Plaintiff, the owner/manager of the House of Branch Funeral Home (Chicago), claims that in excess of $80,000 in personal property was stolen from her during an armed robbery. Allegedly, two men entered the funeral home, beat and bound Reid and an employee, then demanded "stuff" and "the package" before absconding with cash and various pieces of scheduled jewelry ($42,500 engagement ring; $12,800 tennis bracelet; $12,000 earrings; $6000 Rolex watch; $2000 wedding ring; $4500 platinum necklace). Roughly one week later, Reid recognized one of the robbers as he was entering a restaurant. She called police, the man was arrested, and he eventually pled guilty to one count of aggravated battery. Reid says she told her insurer about the robbery on March 15. However, Economy's records indicate that the incident was first reported on April 9--after her policy had been canceled for non-payment of premium as of March 1.

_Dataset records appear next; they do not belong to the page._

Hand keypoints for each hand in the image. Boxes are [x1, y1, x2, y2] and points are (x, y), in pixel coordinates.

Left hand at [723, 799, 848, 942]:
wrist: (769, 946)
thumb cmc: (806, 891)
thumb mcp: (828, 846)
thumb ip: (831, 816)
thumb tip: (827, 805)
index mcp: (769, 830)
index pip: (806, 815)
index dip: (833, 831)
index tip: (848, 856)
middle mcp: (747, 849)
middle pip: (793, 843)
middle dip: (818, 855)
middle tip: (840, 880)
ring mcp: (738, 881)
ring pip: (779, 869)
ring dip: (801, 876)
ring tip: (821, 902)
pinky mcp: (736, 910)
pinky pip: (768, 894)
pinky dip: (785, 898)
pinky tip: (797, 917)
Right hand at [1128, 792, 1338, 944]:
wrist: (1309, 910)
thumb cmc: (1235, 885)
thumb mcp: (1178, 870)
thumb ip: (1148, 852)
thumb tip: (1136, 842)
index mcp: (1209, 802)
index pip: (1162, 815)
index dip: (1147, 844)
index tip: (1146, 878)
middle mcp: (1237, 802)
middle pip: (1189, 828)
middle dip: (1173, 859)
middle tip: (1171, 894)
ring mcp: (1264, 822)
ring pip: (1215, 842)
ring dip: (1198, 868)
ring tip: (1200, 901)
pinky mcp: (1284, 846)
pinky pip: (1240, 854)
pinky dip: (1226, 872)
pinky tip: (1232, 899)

Economy (n/k/a MetLife Auto & Home) denied her claim, asserting that Reid was attempting to defraud the insurer. Economy argued that the robbers were looking for narcotics (based upon the "street'' meaning of "stuff'' and "the package") and that Plaintiff had concocted the story of the stolen jewelry to take advantage of the situation due to her distressed financial condition. Shortly after the alleged robbery, Plaintiff filed for bankruptcy and disclosed debts of nearly $500,000. Economy also contended that Plaintiff had denied making any prior claims, which was a material misrepresentation. In fact, in March 1997, Plaintiff had submitted a claim to Chubb Insurance arising out of a home invasion in which two armed men supposedly stole over $100,000 in scheduled jewelry. Finally, Economy pointed to inconsistencies in Plaintiff's statements—and a prior felony conviction for mail fraud—as indicative that her testimony was untrustworthy.